OK... so now we have to make all the "stuff" equal so that hardcore gamers can't get the advantage (and become addicted). Well, even if the "stuff" is equal and bestows no advantage (think magic weapons, etc.) - there is still collecting MORE of the identical "stuff". Even simply gold or tokens or whatever your currency of choice is...

"I have more gold than you! I rule!"
"(Yeah, because you have no life and play all day! Loser...)"

Well, we can't have that now, can we? Get rid of anything collectible or just simply donate it to the total pool so that there is no record of what anyone has accomplished due to their long hours of effort.
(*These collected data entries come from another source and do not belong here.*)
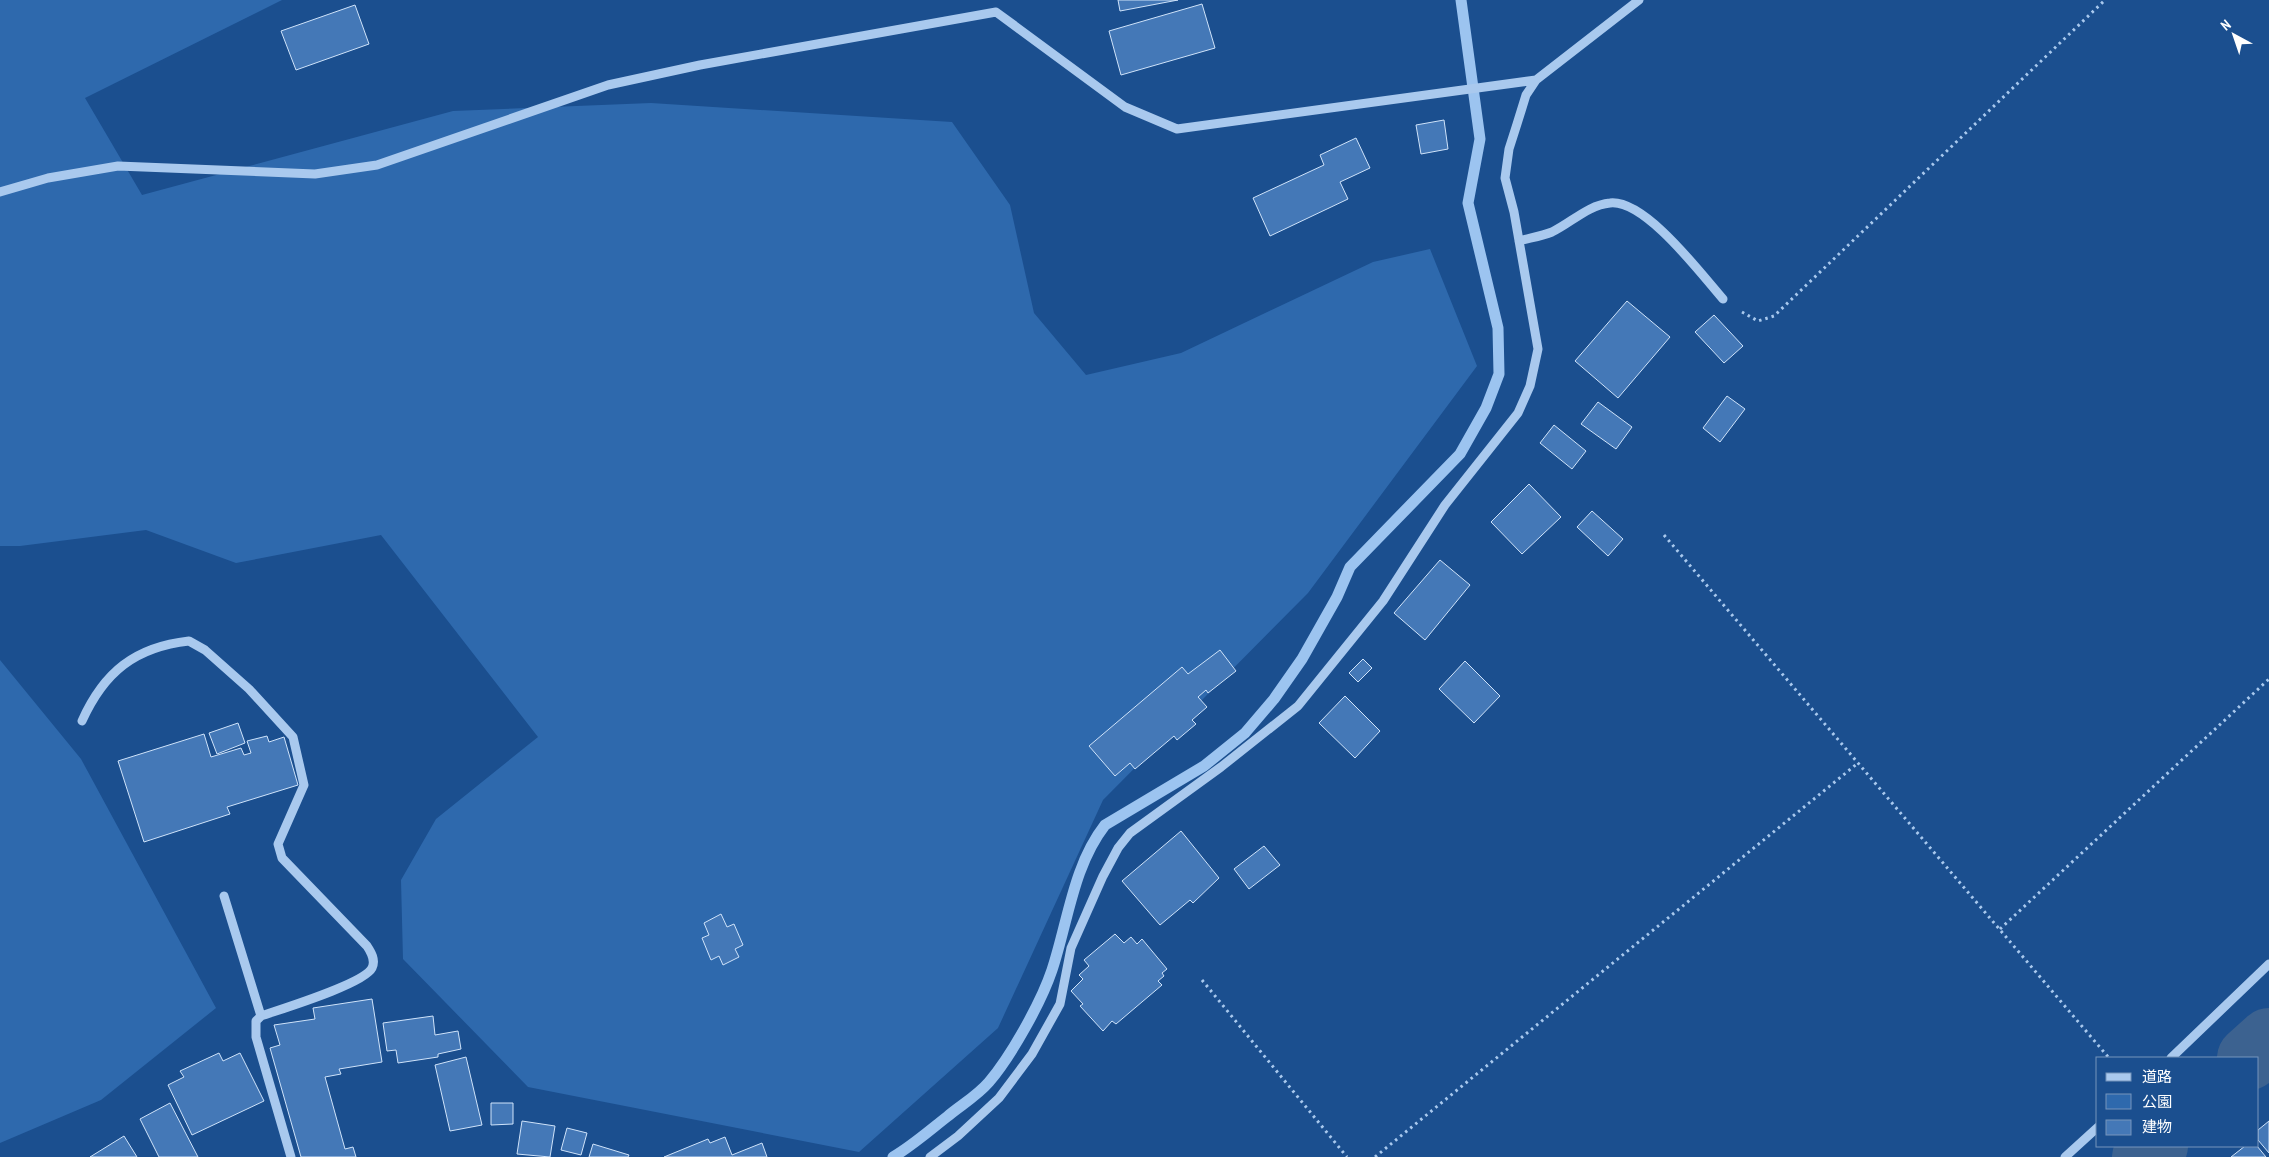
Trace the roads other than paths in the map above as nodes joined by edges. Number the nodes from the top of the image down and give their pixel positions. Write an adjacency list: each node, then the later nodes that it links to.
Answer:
1 (1639, 0): 2 (street)
2 (1536, 80): 3 (street); 4 (street)
3 (0, 192)
4 (1519, 241): 5 (street); 13 (street)
5 (1723, 299)
6 (82, 721): 9 (street)
7 (224, 896): 9 (street)
8 (2269, 964): 10 (street)
9 (261, 1016): 12 (street)
10 (2172, 1057)
11 (2096, 1129): 14 (street)
12 (291, 1157)
13 (930, 1157)
14 (2065, 1157)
So now, there are no levels, no skill advancement, no benefit for getting "stuff" and even no record of getting said "stuff" - every single player has been nerfed to be completely identical regardless of how much they play. Wow... cue the reading of Marx' Communist Manifesto which, in a striking, if perhaps not necessarily coincidental stroke, he asked for a classless society. (How amusing is that? I wonder what kind of MMO Marx would have designed? At least it would have been free!)

Anyway, in order to remove all benefit of playing more than less, we need to remove anything that may occur as a result of that play. If we remove all evidence of effort, we remove most of the incentive for playing. After all, how do you measure your time spent? In my opinion, playing for nothing is more of a "grind" than playing in order to achieve something.